So, go ahead and regram. Just don't use it for promotional reasons. Or, when you get your explicit consent, make sure that the verbiage indicates they are giving you permission to use the content for any future uses, including marketing and promotional purposes.


Are you overwhelmed yet? I know, this is a lot to think about! But I don't want you to fall victim to any of these situations where you could be held liable and lose money, time, and resources. And, please, do not give me the whole "no one else is doing it" excuse. That doesn't fly and it won't hold up in court.

Take the time to do things the right way. Ask permission. Share responsibly. Your audience and customers will appreciate you that much more for it. And you'll be safer in the long run. Set the precedent.

And, as a final thought, I know I wrote this in respect to Instagram, because it is a little different than other platforms when it comes to sharing. But, please, think about these issues and practices when you share anything to any social media site.

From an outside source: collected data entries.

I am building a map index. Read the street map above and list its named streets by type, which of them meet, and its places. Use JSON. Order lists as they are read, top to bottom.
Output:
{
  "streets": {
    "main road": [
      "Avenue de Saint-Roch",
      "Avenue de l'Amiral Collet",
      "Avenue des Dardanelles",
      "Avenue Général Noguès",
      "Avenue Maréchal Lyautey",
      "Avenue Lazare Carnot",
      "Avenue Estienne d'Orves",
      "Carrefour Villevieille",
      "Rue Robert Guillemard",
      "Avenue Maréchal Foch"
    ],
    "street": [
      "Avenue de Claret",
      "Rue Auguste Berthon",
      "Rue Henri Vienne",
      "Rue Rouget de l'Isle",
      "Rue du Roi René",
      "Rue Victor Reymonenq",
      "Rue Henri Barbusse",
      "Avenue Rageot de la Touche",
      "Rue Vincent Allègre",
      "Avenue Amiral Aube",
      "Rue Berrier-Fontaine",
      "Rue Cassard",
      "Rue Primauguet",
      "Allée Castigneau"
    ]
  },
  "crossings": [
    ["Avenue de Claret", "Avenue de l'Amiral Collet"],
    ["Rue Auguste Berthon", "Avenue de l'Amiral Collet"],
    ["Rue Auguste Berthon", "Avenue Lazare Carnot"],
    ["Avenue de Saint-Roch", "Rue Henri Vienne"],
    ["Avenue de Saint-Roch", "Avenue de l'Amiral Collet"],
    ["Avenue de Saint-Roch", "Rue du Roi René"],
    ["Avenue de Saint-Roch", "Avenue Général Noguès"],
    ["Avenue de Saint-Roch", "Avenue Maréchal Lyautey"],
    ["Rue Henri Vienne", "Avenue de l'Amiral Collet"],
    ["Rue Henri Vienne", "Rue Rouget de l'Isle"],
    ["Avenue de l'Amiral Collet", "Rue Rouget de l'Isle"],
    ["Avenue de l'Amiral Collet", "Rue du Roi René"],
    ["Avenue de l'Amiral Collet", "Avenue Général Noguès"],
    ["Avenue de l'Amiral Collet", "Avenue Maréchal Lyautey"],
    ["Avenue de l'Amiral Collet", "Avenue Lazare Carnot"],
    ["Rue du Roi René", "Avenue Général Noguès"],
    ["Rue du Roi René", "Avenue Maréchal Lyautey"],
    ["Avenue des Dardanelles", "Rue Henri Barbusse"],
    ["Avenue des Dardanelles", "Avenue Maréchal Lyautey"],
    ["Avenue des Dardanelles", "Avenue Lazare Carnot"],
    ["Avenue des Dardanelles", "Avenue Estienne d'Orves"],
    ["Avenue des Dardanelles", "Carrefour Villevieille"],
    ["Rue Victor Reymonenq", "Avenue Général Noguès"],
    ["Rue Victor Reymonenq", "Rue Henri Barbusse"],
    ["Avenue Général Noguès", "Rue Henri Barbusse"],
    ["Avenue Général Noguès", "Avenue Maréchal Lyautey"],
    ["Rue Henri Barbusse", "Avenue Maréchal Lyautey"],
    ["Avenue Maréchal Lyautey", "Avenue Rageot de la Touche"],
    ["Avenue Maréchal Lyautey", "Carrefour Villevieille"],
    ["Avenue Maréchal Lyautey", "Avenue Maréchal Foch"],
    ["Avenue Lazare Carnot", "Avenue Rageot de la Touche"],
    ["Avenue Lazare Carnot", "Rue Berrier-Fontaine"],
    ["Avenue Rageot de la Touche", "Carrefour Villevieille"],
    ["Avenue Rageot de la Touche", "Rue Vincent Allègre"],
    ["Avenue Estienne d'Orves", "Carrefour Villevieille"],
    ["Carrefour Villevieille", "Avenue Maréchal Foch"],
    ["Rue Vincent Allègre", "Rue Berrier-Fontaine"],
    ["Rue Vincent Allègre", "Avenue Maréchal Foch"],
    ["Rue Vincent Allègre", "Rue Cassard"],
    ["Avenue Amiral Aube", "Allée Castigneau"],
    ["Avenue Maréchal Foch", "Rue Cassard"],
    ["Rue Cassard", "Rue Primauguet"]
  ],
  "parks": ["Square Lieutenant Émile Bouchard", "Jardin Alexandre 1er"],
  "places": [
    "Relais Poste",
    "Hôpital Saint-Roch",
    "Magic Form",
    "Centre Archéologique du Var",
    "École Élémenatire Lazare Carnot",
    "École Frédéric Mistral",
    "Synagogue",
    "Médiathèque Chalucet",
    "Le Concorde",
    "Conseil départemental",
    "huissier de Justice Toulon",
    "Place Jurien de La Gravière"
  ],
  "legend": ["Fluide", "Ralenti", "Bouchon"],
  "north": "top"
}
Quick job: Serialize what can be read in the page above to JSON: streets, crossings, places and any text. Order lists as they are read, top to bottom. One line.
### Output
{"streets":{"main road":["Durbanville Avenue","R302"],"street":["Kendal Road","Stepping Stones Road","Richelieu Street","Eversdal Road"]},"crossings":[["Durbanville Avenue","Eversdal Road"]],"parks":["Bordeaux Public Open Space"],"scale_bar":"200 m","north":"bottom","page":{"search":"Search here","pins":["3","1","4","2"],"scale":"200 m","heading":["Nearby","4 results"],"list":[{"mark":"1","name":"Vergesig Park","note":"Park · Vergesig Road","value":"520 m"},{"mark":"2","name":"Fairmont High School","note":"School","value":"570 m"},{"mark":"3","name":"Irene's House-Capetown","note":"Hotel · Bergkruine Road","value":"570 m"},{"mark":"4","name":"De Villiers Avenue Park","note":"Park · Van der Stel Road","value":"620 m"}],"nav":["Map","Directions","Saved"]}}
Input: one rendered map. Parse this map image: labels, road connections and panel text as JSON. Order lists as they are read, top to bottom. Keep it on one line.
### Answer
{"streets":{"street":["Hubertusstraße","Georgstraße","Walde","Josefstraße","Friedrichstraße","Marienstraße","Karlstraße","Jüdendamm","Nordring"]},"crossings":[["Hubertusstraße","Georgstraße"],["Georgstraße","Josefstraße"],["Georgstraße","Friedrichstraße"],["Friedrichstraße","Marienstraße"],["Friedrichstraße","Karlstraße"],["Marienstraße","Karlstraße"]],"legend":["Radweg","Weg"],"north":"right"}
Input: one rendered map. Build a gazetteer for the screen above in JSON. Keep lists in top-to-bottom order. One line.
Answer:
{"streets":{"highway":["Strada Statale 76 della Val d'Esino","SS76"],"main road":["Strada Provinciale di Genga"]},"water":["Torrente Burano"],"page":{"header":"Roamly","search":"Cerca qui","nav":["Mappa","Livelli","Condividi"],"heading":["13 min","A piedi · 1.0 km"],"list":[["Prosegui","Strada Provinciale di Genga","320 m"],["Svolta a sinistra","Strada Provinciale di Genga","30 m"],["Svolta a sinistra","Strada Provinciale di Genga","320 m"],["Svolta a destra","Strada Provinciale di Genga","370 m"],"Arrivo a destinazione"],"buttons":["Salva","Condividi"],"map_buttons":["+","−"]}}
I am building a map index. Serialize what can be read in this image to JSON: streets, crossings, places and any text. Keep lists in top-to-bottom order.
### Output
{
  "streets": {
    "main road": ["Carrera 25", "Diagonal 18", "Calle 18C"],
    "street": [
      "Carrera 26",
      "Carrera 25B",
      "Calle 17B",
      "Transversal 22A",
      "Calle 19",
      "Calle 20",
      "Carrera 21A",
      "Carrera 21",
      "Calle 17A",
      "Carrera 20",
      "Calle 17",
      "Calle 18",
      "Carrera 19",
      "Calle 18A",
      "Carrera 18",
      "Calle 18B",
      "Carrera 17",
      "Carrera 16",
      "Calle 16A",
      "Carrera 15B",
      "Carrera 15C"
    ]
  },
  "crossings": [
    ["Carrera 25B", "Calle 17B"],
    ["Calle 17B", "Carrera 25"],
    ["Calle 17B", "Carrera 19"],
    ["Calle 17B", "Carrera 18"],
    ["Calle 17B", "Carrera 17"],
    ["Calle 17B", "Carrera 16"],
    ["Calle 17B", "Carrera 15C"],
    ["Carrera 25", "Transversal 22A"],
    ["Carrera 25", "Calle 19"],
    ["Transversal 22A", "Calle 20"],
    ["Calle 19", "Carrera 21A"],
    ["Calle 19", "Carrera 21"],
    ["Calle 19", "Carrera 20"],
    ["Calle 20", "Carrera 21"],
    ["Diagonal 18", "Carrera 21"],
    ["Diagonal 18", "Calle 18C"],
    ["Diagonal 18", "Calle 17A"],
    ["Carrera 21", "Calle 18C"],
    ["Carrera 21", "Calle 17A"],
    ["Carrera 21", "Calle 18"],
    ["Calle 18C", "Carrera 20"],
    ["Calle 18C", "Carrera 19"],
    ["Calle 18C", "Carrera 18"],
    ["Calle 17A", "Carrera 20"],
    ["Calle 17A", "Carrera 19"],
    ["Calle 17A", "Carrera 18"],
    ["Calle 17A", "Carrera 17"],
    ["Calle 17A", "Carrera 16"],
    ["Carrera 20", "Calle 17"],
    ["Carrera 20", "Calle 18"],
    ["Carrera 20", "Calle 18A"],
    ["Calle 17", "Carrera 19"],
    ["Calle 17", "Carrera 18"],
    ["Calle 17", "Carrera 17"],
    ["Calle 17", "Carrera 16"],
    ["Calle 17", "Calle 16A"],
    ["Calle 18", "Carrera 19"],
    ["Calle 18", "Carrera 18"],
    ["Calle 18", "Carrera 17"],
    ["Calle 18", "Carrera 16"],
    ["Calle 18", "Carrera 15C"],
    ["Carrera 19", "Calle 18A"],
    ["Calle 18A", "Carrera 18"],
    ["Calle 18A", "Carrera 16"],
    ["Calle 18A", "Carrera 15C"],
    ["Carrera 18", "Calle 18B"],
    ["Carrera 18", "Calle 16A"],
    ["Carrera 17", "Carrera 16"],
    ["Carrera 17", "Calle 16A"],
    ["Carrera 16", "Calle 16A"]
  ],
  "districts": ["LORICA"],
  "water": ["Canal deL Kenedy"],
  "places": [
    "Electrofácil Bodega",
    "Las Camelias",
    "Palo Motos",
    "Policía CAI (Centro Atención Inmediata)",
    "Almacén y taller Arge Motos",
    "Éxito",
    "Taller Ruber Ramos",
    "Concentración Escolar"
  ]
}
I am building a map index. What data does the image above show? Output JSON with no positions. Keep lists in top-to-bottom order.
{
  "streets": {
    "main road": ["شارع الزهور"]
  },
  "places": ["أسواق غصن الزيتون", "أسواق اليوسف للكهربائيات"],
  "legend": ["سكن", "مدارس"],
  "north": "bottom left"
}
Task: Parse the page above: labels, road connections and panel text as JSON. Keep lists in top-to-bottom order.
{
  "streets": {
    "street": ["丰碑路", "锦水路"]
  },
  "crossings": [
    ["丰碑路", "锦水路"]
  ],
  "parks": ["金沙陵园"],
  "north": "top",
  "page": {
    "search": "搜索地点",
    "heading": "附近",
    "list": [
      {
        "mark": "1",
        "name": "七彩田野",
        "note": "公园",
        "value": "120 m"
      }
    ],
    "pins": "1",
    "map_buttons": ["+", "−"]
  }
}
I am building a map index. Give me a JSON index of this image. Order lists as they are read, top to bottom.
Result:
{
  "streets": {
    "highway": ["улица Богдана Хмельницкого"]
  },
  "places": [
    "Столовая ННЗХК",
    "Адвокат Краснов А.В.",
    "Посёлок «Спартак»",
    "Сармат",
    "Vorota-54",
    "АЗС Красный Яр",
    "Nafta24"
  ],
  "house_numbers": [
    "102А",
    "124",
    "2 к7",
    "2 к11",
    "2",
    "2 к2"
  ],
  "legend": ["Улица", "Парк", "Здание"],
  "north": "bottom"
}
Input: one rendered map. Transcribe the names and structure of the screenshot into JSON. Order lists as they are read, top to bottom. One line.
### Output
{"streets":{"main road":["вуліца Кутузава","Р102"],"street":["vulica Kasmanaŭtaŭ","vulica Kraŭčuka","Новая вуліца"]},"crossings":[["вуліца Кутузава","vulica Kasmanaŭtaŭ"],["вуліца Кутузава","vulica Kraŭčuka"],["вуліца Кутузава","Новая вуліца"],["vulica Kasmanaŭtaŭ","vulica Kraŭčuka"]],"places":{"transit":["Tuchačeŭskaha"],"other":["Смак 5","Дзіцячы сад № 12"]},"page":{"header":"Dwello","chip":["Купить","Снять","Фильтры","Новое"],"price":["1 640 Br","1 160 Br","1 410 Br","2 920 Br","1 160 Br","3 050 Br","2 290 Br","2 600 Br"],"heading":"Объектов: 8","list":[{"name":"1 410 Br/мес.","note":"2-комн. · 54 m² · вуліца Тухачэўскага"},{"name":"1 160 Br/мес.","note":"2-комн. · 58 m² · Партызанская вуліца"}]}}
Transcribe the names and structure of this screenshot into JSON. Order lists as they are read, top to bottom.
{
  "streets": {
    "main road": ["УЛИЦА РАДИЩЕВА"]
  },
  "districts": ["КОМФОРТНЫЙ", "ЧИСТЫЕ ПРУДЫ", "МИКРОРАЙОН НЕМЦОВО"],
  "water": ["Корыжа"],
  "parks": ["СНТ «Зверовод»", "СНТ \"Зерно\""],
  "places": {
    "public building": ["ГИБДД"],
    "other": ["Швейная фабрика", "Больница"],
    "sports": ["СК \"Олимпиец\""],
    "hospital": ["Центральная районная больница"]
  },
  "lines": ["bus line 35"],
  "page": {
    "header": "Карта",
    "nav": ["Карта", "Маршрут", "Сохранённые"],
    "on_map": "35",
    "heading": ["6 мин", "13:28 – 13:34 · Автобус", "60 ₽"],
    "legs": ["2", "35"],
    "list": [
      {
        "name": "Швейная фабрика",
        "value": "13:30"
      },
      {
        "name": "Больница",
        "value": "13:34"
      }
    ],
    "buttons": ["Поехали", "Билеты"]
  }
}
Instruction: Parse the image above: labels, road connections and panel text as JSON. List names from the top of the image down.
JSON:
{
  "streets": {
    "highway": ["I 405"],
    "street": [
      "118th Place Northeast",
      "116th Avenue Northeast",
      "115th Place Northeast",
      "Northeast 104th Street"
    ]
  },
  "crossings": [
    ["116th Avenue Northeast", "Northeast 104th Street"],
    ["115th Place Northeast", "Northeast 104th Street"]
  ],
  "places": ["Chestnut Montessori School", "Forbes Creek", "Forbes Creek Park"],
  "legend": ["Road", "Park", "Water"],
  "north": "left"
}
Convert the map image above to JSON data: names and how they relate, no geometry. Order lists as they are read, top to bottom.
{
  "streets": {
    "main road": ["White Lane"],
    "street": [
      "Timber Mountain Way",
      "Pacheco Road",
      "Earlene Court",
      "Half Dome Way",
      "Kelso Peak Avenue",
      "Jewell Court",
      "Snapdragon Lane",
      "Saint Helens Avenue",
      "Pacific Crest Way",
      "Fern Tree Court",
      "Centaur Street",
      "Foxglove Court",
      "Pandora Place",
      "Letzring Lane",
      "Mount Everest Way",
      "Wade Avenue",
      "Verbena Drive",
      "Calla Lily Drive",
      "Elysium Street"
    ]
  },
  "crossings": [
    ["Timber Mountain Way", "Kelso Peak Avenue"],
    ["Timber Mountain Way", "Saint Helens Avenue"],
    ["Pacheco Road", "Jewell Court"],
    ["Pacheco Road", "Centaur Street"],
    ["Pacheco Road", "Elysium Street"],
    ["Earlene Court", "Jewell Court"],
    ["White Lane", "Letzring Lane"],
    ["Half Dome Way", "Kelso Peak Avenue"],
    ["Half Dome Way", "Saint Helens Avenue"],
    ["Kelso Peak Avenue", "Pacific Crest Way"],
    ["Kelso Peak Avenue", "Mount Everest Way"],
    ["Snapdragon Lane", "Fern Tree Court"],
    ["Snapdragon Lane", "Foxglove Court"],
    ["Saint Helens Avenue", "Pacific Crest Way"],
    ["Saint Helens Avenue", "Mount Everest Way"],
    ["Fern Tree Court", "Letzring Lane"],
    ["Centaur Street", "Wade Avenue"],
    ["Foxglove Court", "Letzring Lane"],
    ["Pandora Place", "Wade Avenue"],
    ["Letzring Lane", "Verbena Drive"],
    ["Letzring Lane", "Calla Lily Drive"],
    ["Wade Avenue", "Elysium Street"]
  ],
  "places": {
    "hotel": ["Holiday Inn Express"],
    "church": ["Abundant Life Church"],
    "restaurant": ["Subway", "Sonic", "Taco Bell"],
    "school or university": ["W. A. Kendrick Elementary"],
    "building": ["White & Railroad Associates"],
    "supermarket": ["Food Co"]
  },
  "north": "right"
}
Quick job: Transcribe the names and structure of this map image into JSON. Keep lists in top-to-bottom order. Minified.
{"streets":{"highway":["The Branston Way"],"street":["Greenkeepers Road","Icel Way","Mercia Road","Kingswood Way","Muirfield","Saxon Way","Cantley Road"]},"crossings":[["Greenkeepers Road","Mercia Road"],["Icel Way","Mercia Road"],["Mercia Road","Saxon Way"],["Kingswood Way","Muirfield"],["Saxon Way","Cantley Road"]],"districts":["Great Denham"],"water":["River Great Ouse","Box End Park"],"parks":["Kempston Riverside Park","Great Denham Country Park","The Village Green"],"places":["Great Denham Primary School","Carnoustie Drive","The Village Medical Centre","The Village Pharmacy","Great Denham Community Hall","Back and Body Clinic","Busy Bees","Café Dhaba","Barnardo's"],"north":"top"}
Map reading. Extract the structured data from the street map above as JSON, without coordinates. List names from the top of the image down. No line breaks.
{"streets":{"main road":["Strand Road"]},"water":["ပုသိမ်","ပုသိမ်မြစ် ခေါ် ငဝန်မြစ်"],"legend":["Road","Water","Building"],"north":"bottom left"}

Did you find this helpful? Please share:
  1. Thank you Jenn for this post! You helped me earlier with this week on Instagram regarding this exact topic. It is very confusing and I don’t want to infringe on anyone’s personal photos or not share something correctly. I really like repost. I bought the “pro” version and it works great. I just need to remember which Instagram account I’m logged into, lol

    1. lol – I agree, Dee, remembering the right account is the hard part 😉 But I’m glad I was able to help you out and I appreciate that you are wanting to do things the right way!

  2. Thank you Jenn for a detailed information on how to post or sharing others content or images.
    Great .. Thanks

  3. Hi, Jenn,

    I’m so glad you wrote this post, and did so right now! We have been discussing this precise issue in the last couple of my MarComm student intern meetings at the University of Virginia, and I told my team recently that I was going to reach out to some thought leaders about the practice. Little did I know that it was an upcoming and on-target blog post on Jenn’s Trends! Nice timing.

    Thanks again,


    1. Awesome! I’m so glad that this was timely for you, Chuck. And glad to hear that this is something you are discussing on your team.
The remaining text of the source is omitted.